Second, I see a harmful distinction between coders whose users are other coders and coders whose users are paying customers. It’s commodifying complements and inputs, or rather the people who make them. Databases “ought to be open source”, because that’s “community” or “infrastructure” or “low-level” work. No such rules apply to web apps, installed applications, plugins, or the like, except when the users are coders. Probably everybody on this forum has pointed this hypocrisy out elsewhere: demanding open source for work you need, but passing nothing of the kind along to those who need yours.
We see this in widespread practice right now, just without the rules excluding big companies, evildoers of various stripes, &c. Even experimental approaches adding rules against those, like some of the ethical licensing projects, leave the intra-coder equity problem unsolved. I’ve read probably half a dozen papers and blog posts in the past few weeks that draw a line between “ethical issues” and “economic issues”. In my view, the economic fairness issue is the biggest ethical issue, because it strongly affects power distribution in the industry.
On payment, relationships, motivation, &c.
You’re right about the research about money and motivation. But I think you’d also agree that if we graphed change in motivation over change in compensation on a linear scale, the line wouldn’t be straight. Money doesn’t make us happier above a certain level of income and wealth. And money doesn’t make us more motivated above a certain level of security, either. Below those levels, however, every $100 does wonders for quality of life, and for motivation.
There’s an inflection point at basic subsistence. But I also believe there’s a line at subsistence with family. And at economic independence. And eventually at economic emancipation—freedom from want.
I want to make it possible for a lot more programmers, especially programmers writing code for other programmers, not just to “code for food” and basic necessities, but to earn their way as independents, outside of large firms if they so choose.
I also really enjoy paying people whose craft and output I respect. I wish I had a bigger budget for it, and I wish I had more things worth spending it on. When I pay a subcontractor or a supplier for good work at a fair price, they’re still helping me. And there’s nothing antagonistic or oppressive about the exchange, even if we end up dickering price or other terms. It’s normal to pay honest money for honest work, or at least it ought to be.
Dubious Self-Analysis
I got my start in professional software development working under a freelance designer in Austin, Texas. I remember the first time a job came down that involved a language I wasn’t familiar with, so I’d have to study up. I’ll never forget the reaction when I tried to leave that time off my bill.

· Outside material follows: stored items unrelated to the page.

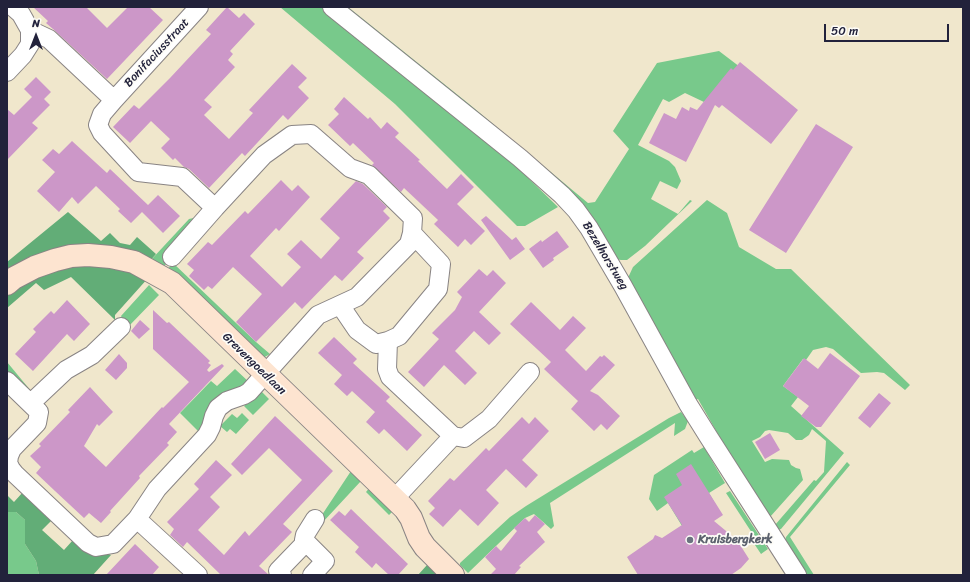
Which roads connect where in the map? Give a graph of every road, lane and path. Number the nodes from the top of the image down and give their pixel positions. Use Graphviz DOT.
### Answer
graph roads {
  1 [pos="13,7"];
  2 [pos="199,7"];
  3 [pos="332,7"];
  4 [pos="30,30"];
  5 [pos="7,72"];
  6 [pos="114,100"];
  7 [pos="215,208"];
  8 [pos="412,233"];
  9 [pos="172,257"];
  10 [pos="7,284"];
  11 [pos="340,305"];
  12 [pos="120,327"];
  13 [pos="388,341"];
  14 [pos="530,372"];
  15 [pos="265,374"];
  16 [pos="7,380"];
  17 [pos="31,404"];
  18 [pos="453,436"];
  19 [pos="395,498"];
  20 [pos="137,519"];
  21 [pos="315,519"];
  22 [pos="306,542"];
  23 [pos="198,575"];
  24 [pos="282,575"];
  25 [pos="312,575"];
  26 [pos="453,575"];
  27 [pos="797,575"];
  1 -- 4 [label="street"];
  2 -- 6 [label="street, Bonifaciusstraat"];
  3 -- 27 [label="street, Bezelhorstweg"];
  4 -- 5 [label="street"];
  4 -- 6 [label="street"];
  6 -- 7 [label="street, Bonifaciusstraat"];
  7 -- 8 [label="street"];
  7 -- 9 [label="street"];
  8 -- 11 [label="street"];
  8 -- 13 [label="street"];
  10 -- 15 [label="street, Grevengoedlaan"];
  11 -- 13 [label="street"];
  11 -- 15 [label="street"];
  12 -- 17 [label="street"];
  13 -- 18 [label="street"];
  14 -- 18 [label="street"];
  15 -- 19 [label="street, Grevengoedlaan"];
  15 -- 20 [label="street"];
  16 -- 17 [label="street"];
  17 -- 20 [label="street"];
  18 -- 19 [label="street"];
  19 -- 26 [label="street, Grevengoedlaan"];
  20 -- 23 [label="street"];
  21 -- 22 [label="street"];
  22 -- 24 [label="street"];
  22 -- 25 [label="street"];
}
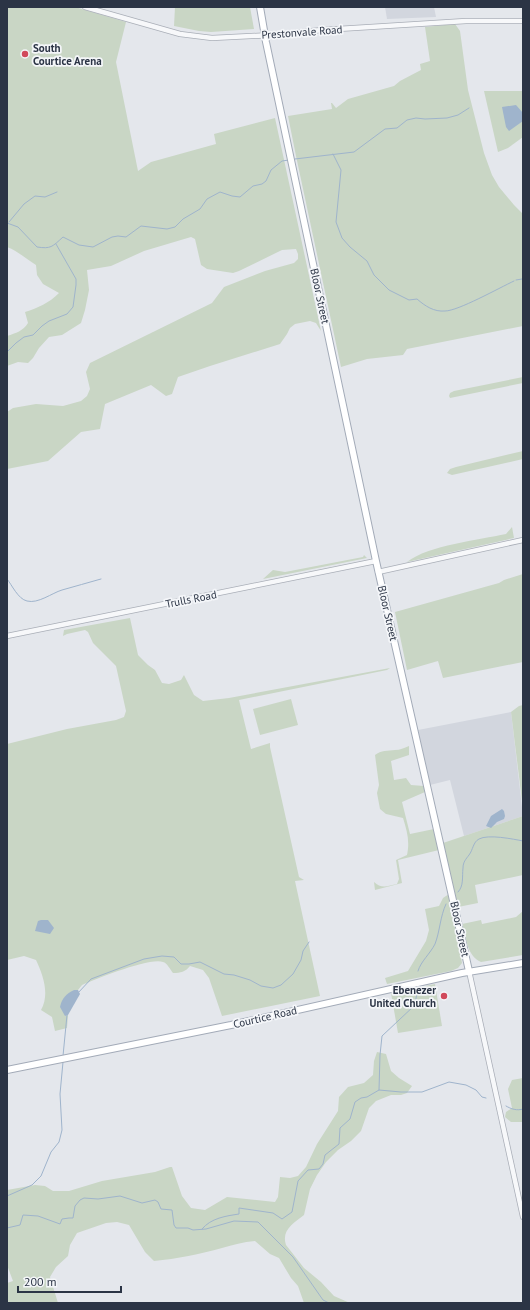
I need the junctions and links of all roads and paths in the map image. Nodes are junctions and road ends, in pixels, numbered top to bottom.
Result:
1 (85, 7) edge
2 (260, 7) edge
3 (523, 21) edge
4 (265, 35) junction
5 (523, 540) edge
6 (376, 561) junction
7 (378, 572) junction
8 (7, 636) edge
9 (523, 963) edge
10 (469, 971) junction
11 (7, 1070) edge
12 (523, 1217) edge

1 - 4 street, Prestonvale Road
2 - 4 main road, Bloor Street
3 - 4 street, Prestonvale Road
4 - 6 main road, Bloor Street
5 - 7 street
6 - 7 main road, Bloor Street
6 - 8 street, Trulls Road
7 - 10 main road, Bloor Street
9 - 10 main road, Courtice Road
10 - 11 main road, Courtice Road
10 - 12 street, Bloor Street

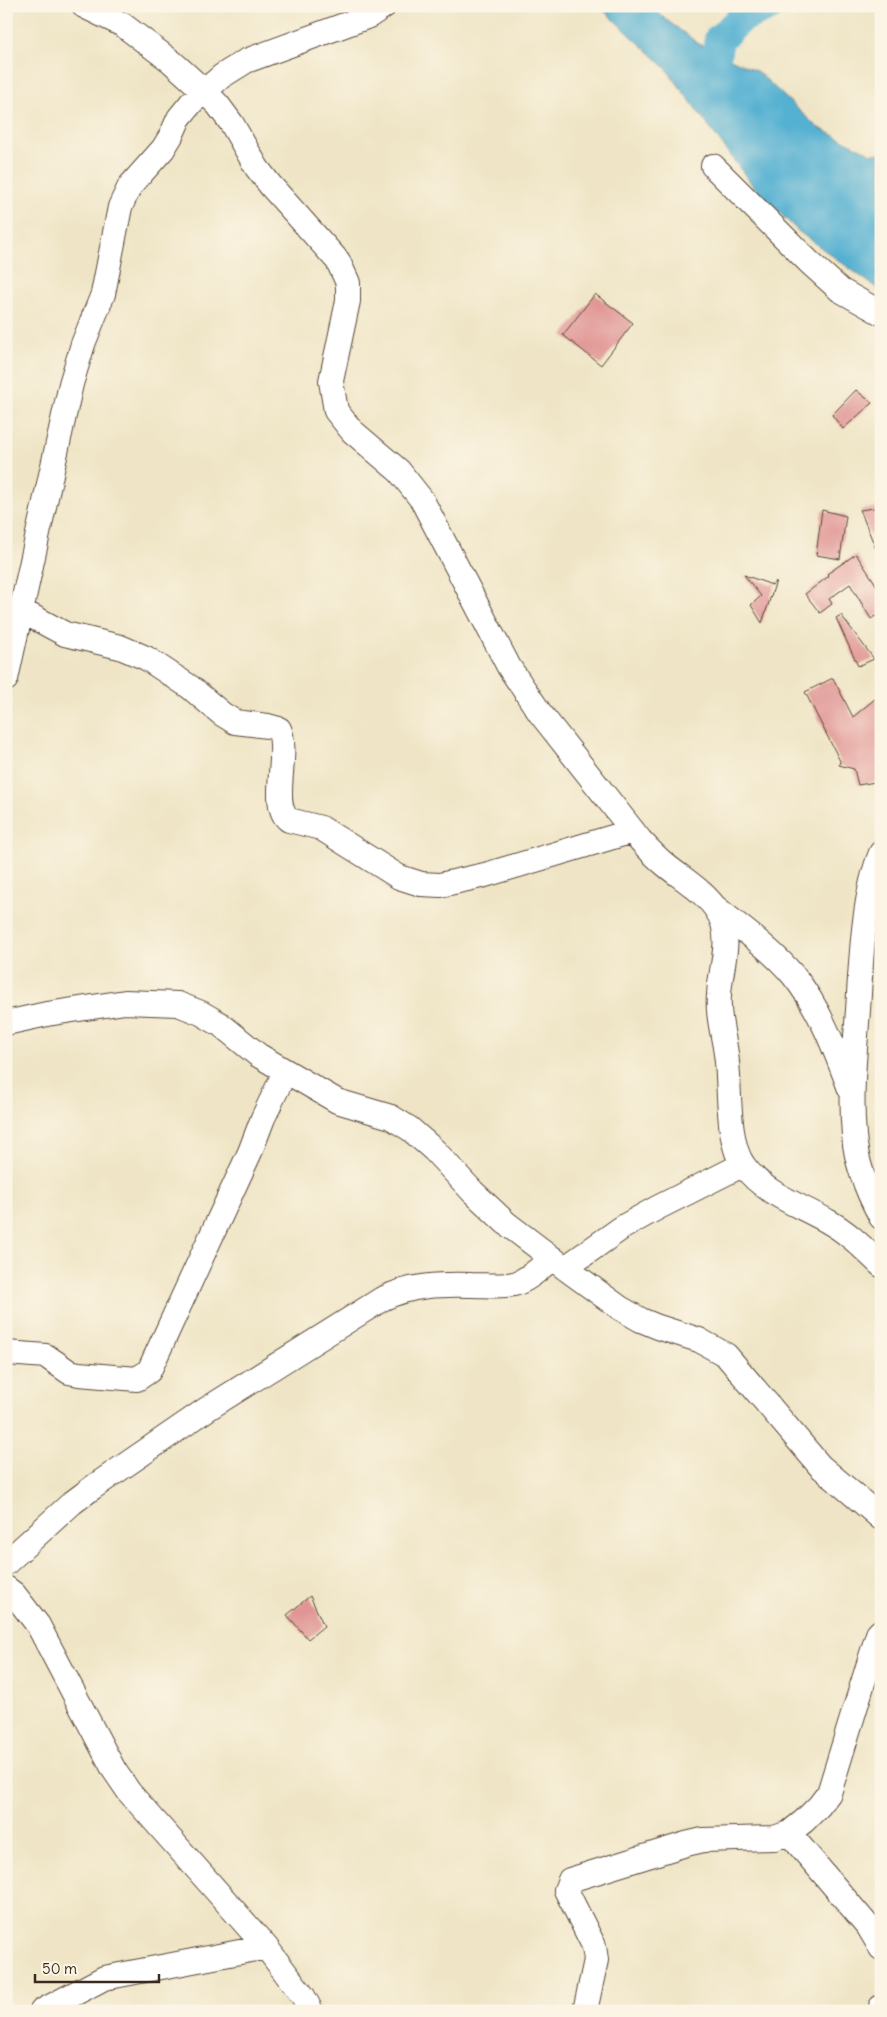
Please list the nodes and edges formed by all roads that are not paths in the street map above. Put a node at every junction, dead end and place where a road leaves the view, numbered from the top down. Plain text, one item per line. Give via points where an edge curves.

Like Hell was my designer going to have someone working under him for nothing, even a college freshman. Even if he hadn’t personally believed that to be unethical—which he definitely did—the reputation effect if word got around would be severe and certain. Meanwhile, freelancers were also rigorously defending their rights to network about clients and jobs, in part to ensure word gets around.
The essential lesson was that if you want to stand on your own, as an independent, you take all your hangups, anxieties, reverences, and mystifications about money and snuff them out cold. First in yourself, to start, then for the rest of your career, wherever you find others using them to keep others dependent. You take direct responsibility for ensuring dollars flow justly to and through your hands, just like credit.
It’s a lesson so valuable nobody ever pays it back. You can only pay it forward. That’s where I come from.